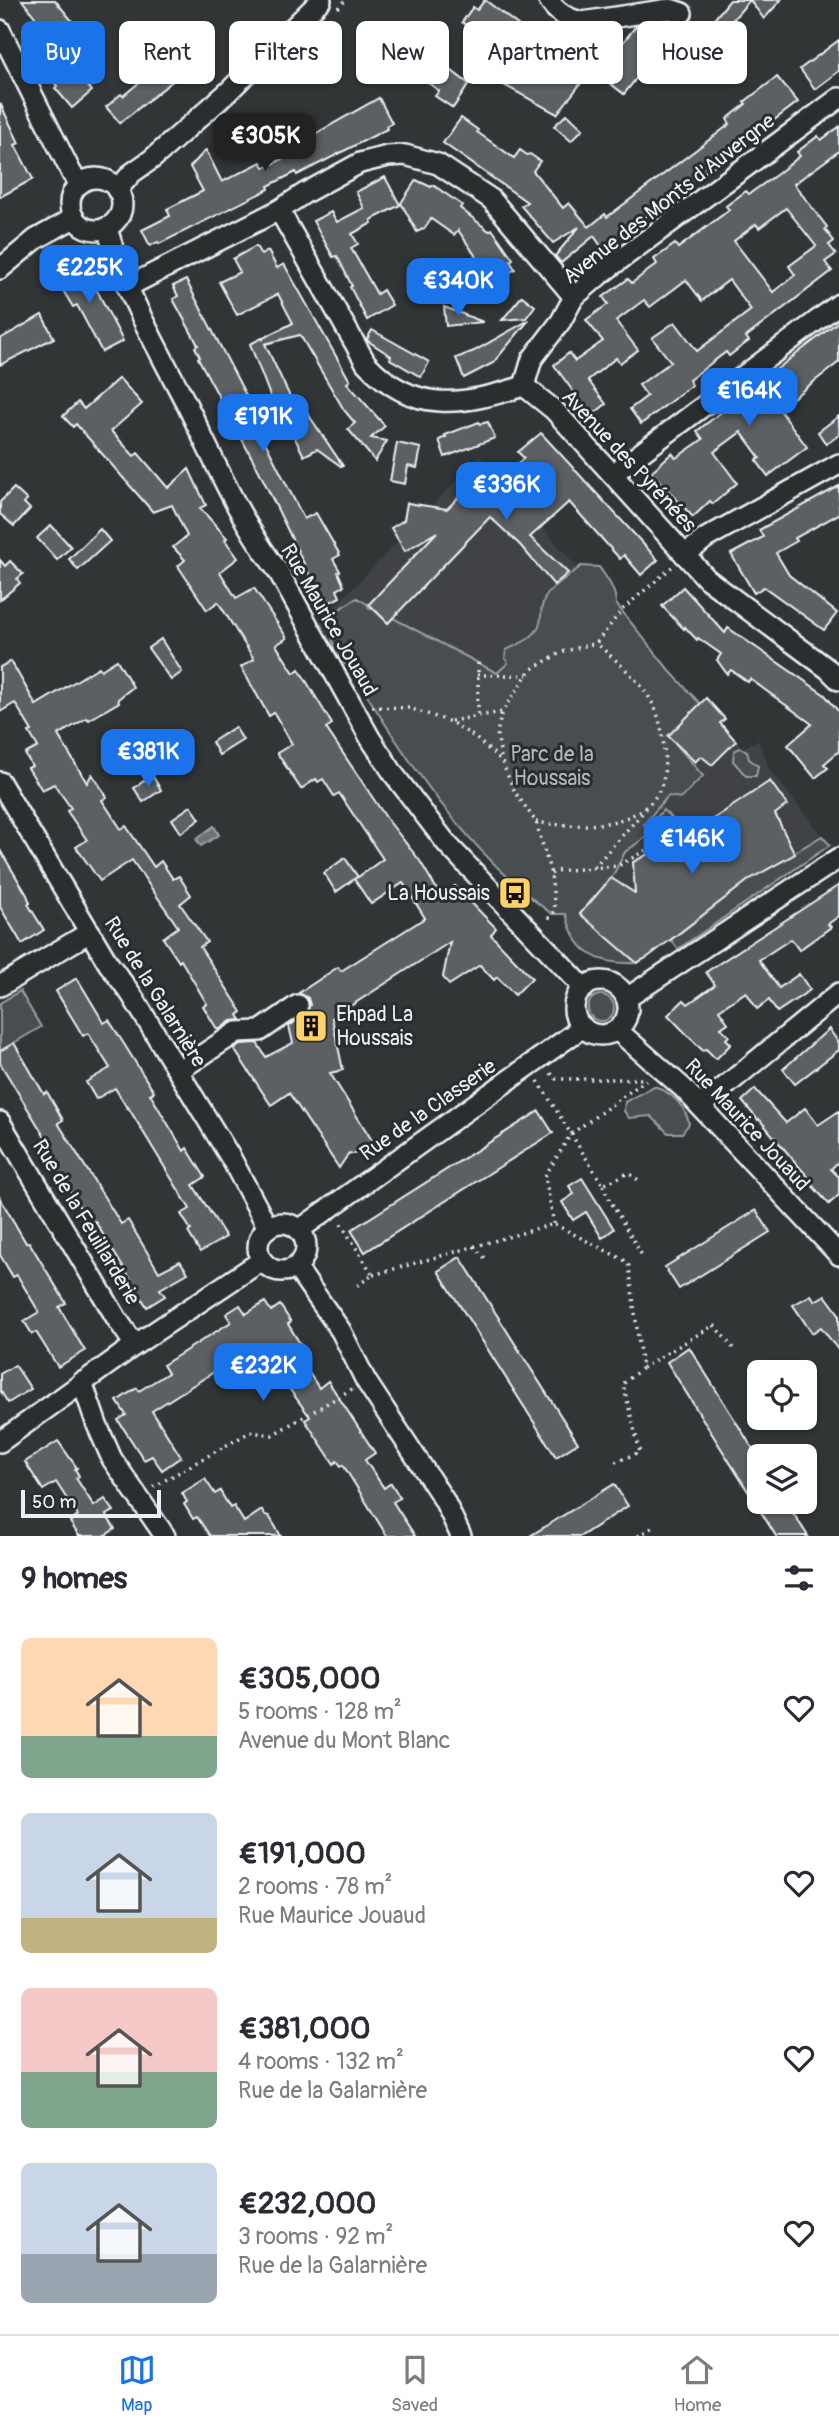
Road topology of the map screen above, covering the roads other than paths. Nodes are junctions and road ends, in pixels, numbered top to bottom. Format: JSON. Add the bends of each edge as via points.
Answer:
{"nodes":[{"id":1,"x":321,"y":0,"type":"edge"},
{"id":2,"x":549,"y":0,"type":"edge"},
{"id":3,"x":682,"y":13,"type":"dead end"},
{"id":4,"x":0,"y":30,"type":"edge"},
{"id":5,"x":839,"y":98,"type":"edge"},
{"id":6,"x":81,"y":183,"type":"junction"},
{"id":7,"x":117,"y":190,"type":"junction"},
{"id":8,"x":279,"y":210,"type":"junction"},
{"id":9,"x":74,"y":218,"type":"junction"},
{"id":10,"x":107,"y":227,"type":"junction"},
{"id":11,"x":0,"y":269,"type":"edge"},
{"id":12,"x":129,"y":286,"type":"junction"},
{"id":13,"x":574,"y":298,"type":"junction"},
{"id":14,"x":839,"y":304,"type":"edge"},
{"id":15,"x":524,"y":386,"type":"junction"},
{"id":16,"x":839,"y":464,"type":"edge"},
{"id":17,"x":613,"y":474,"type":"junction"},
{"id":18,"x":685,"y":555,"type":"junction"},
{"id":19,"x":835,"y":669,"type":"edge"},
{"id":20,"x":0,"y":782,"type":"edge"},
{"id":21,"x":839,"y":858,"type":"edge"},
{"id":22,"x":90,"y":932,"type":"junction"},
{"id":23,"x":0,"y":986,"type":"edge"},
{"id":24,"x":584,"y":988,"type":"junction"},
{"id":25,"x":839,"y":993,"type":"edge"},
{"id":26,"x":627,"y":998,"type":"junction"},
{"id":27,"x":298,"y":1005,"type":"dead end"},
{"id":28,"x":583,"y":1027,"type":"junction"},
{"id":29,"x":618,"y":1030,"type":"junction"},
{"id":30,"x":178,"y":1071,"type":"junction"},
{"id":31,"x":701,"y":1107,"type":"junction"},
{"id":32,"x":0,"y":1122,"type":"edge"},
{"id":33,"x":268,"y":1228,"type":"junction"},
{"id":34,"x":299,"y":1230,"type":"junction"},
{"id":35,"x":839,"y":1255,"type":"edge"},
{"id":36,"x":261,"y":1261,"type":"junction"},
{"id":37,"x":296,"y":1267,"type":"junction"},
{"id":38,"x":135,"y":1345,"type":"junction"},
{"id":39,"x":82,"y":1382,"type":"junction"},
{"id":40,"x":0,"y":1442,"type":"edge"},
{"id":41,"x":165,"y":1536,"type":"edge"},
{"id":42,"x":461,"y":1536,"type":"edge"}],
"edges":[{"from":1,"to":7,"type":"street","via":[[228,92]]},
{"from":2,"to":3,"type":"street","via":[[559,12],[582,22],[670,9]]},
{"from":4,"to":6,"type":"street","via":[[72,174]]},
{"from":5,"to":13,"type":"street","name":"Avenue des Monts d'Auvergne"},
{"from":6,"to":7,"type":"street","via":[[102,179]]},
{"from":6,"to":9,"type":"street","via":[[71,199]]},
{"from":7,"to":10,"type":"street","via":[[121,212]]},
{"from":8,"to":12,"type":"street"},
{"from":8,"to":13,"type":"street","via":[[359,163],[388,156],[422,159],[462,178],[496,204]]},
{"from":8,"to":15,"type":"street","via":[[366,363],[394,388],[443,402],[489,397]]},
{"from":9,"to":10,"type":"street","via":[[89,229]]},
{"from":9,"to":11,"type":"street","via":[[36,239]]},
{"from":10,"to":12,"type":"street","name":"Rue Maurice Jouaud"},
{"from":12,"to":24,"type":"street","name":"Rue Maurice Jouaud","via":[[259,546],[278,571],[376,748],[447,844]]},
{"from":13,"to":15,"type":"street","name":"Avenue des Monts d'Auvergne","via":[[532,359]]},
{"from":14,"to":17,"type":"street"},
{"from":15,"to":17,"type":"street","name":"Avenue des Pyrénées","via":[[554,410]]},
{"from":16,"to":18,"type":"street","via":[[706,538]]},
{"from":17,"to":18,"type":"street","name":"Avenue des Pyrénées"},
{"from":18,"to":19,"type":"street","name":"Avenue des Pyrénées","via":[[707,579]]},
{"from":20,"to":22,"type":"street","name":"Rue de la Galarnière"},
{"from":21,"to":26,"type":"street"},
{"from":22,"to":23,"type":"street"},
{"from":22,"to":30,"type":"street","name":"Rue de la Galarnière"},
{"from":24,"to":26,"type":"street","via":[[605,981],[616,985]]},
{"from":24,"to":28,"type":"street","via":[[575,1010]]},
{"from":25,"to":31,"type":"street"},
{"from":26,"to":29,"type":"street","via":[[626,1018]]},
{"from":27,"to":30,"type":"street","via":[[260,1031],[237,1032]]},
{"from":28,"to":29,"type":"street","via":[[597,1035]]},
{"from":28,"to":34,"type":"street","name":"Rue de la Classerie"},
{"from":29,"to":31,"type":"street","name":"Rue Maurice Jouaud","via":[[654,1073]]},
{"from":30,"to":33,"type":"street","name":"Rue de la Galarnière"},
{"from":31,"to":35,"type":"street","name":"Rue Maurice Jouaud"},
{"from":32,"to":38,"type":"street","name":"Rue de la Feuillarderie"},
{"from":33,"to":34,"type":"street","via":[[286,1224]]},
{"from":33,"to":36,"type":"street","via":[[258,1244]]},
{"from":34,"to":37,"type":"street","via":[[306,1251]]},
{"from":36,"to":37,"type":"street","via":[[279,1272]]},
{"from":36,"to":38,"type":"street"},
{"from":37,"to":42,"type":"street","via":[[341,1331],[366,1381],[444,1500]]},
{"from":38,"to":39,"type":"street"},
{"from":39,"to":40,"type":"street"},
{"from":39,"to":41,"type":"street","via":[[112,1459]]}]}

[WORK REQUEST] Write the entries above out again exactly, omitting each image.

[OUTPUT OF THE TASK]
Road topology of the map screen above, covering the roads other than paths. Nodes are junctions and road ends, in pixels, numbered top to bottom. Format: JSON. Add the bends of each edge as via points.
Answer:
{"nodes":[{"id":1,"x":321,"y":0,"type":"edge"},
{"id":2,"x":549,"y":0,"type":"edge"},
{"id":3,"x":682,"y":13,"type":"dead end"},
{"id":4,"x":0,"y":30,"type":"edge"},
{"id":5,"x":839,"y":98,"type":"edge"},
{"id":6,"x":81,"y":183,"type":"junction"},
{"id":7,"x":117,"y":190,"type":"junction"},
{"id":8,"x":279,"y":210,"type":"junction"},
{"id":9,"x":74,"y":218,"type":"junction"},
{"id":10,"x":107,"y":227,"type":"junction"},
{"id":11,"x":0,"y":269,"type":"edge"},
{"id":12,"x":129,"y":286,"type":"junction"},
{"id":13,"x":574,"y":298,"type":"junction"},
{"id":14,"x":839,"y":304,"type":"edge"},
{"id":15,"x":524,"y":386,"type":"junction"},
{"id":16,"x":839,"y":464,"type":"edge"},
{"id":17,"x":613,"y":474,"type":"junction"},
{"id":18,"x":685,"y":555,"type":"junction"},
{"id":19,"x":835,"y":669,"type":"edge"},
{"id":20,"x":0,"y":782,"type":"edge"},
{"id":21,"x":839,"y":858,"type":"edge"},
{"id":22,"x":90,"y":932,"type":"junction"},
{"id":23,"x":0,"y":986,"type":"edge"},
{"id":24,"x":584,"y":988,"type":"junction"},
{"id":25,"x":839,"y":993,"type":"edge"},
{"id":26,"x":627,"y":998,"type":"junction"},
{"id":27,"x":298,"y":1005,"type":"dead end"},
{"id":28,"x":583,"y":1027,"type":"junction"},
{"id":29,"x":618,"y":1030,"type":"junction"},
{"id":30,"x":178,"y":1071,"type":"junction"},
{"id":31,"x":701,"y":1107,"type":"junction"},
{"id":32,"x":0,"y":1122,"type":"edge"},
{"id":33,"x":268,"y":1228,"type":"junction"},
{"id":34,"x":299,"y":1230,"type":"junction"},
{"id":35,"x":839,"y":1255,"type":"edge"},
{"id":36,"x":261,"y":1261,"type":"junction"},
{"id":37,"x":296,"y":1267,"type":"junction"},
{"id":38,"x":135,"y":1345,"type":"junction"},
{"id":39,"x":82,"y":1382,"type":"junction"},
{"id":40,"x":0,"y":1442,"type":"edge"},
{"id":41,"x":165,"y":1536,"type":"edge"},
{"id":42,"x":461,"y":1536,"type":"edge"}],
"edges":[{"from":1,"to":7,"type":"street","via":[[228,92]]},
{"from":2,"to":3,"type":"street","via":[[559,12],[582,22],[670,9]]},
{"from":4,"to":6,"type":"street","via":[[72,174]]},
{"from":5,"to":13,"type":"street","name":"Avenue des Monts d'Auvergne"},
{"from":6,"to":7,"type":"street","via":[[102,179]]},
{"from":6,"to":9,"type":"street","via":[[71,199]]},
{"from":7,"to":10,"type":"street","via":[[121,212]]},
{"from":8,"to":12,"type":"street"},
{"from":8,"to":13,"type":"street","via":[[359,163],[388,156],[422,159],[462,178],[496,204]]},
{"from":8,"to":15,"type":"street","via":[[366,363],[394,388],[443,402],[489,397]]},
{"from":9,"to":10,"type":"street","via":[[89,229]]},
{"from":9,"to":11,"type":"street","via":[[36,239]]},
{"from":10,"to":12,"type":"street","name":"Rue Maurice Jouaud"},
{"from":12,"to":24,"type":"street","name":"Rue Maurice Jouaud","via":[[259,546],[278,571],[376,748],[447,844]]},
{"from":13,"to":15,"type":"street","name":"Avenue des Monts d'Auvergne","via":[[532,359]]},
{"from":14,"to":17,"type":"street"},
{"from":15,"to":17,"type":"street","name":"Avenue des Pyrénées","via":[[554,410]]},
{"from":16,"to":18,"type":"street","via":[[706,538]]},
{"from":17,"to":18,"type":"street","name":"Avenue des Pyrénées"},
{"from":18,"to":19,"type":"street","name":"Avenue des Pyrénées","via":[[707,579]]},
{"from":20,"to":22,"type":"street","name":"Rue de la Galarnière"},
{"from":21,"to":26,"type":"street"},
{"from":22,"to":23,"type":"street"},
{"from":22,"to":30,"type":"street","name":"Rue de la Galarnière"},
{"from":24,"to":26,"type":"street","via":[[605,981],[616,985]]},
{"from":24,"to":28,"type":"street","via":[[575,1010]]},
{"from":25,"to":31,"type":"street"},
{"from":26,"to":29,"type":"street","via":[[626,1018]]},
{"from":27,"to":30,"type":"street","via":[[260,1031],[237,1032]]},
{"from":28,"to":29,"type":"street","via":[[597,1035]]},
{"from":28,"to":34,"type":"street","name":"Rue de la Classerie"},
{"from":29,"to":31,"type":"street","name":"Rue Maurice Jouaud","via":[[654,1073]]},
{"from":30,"to":33,"type":"street","name":"Rue de la Galarnière"},
{"from":31,"to":35,"type":"street","name":"Rue Maurice Jouaud"},
{"from":32,"to":38,"type":"street","name":"Rue de la Feuillarderie"},
{"from":33,"to":34,"type":"street","via":[[286,1224]]},
{"from":33,"to":36,"type":"street","via":[[258,1244]]},
{"from":34,"to":37,"type":"street","via":[[306,1251]]},
{"from":36,"to":37,"type":"street","via":[[279,1272]]},
{"from":36,"to":38,"type":"street"},
{"from":37,"to":42,"type":"street","via":[[341,1331],[366,1381],[444,1500]]},
{"from":38,"to":39,"type":"street"},
{"from":39,"to":40,"type":"street"},
{"from":39,"to":41,"type":"street","via":[[112,1459]]}]}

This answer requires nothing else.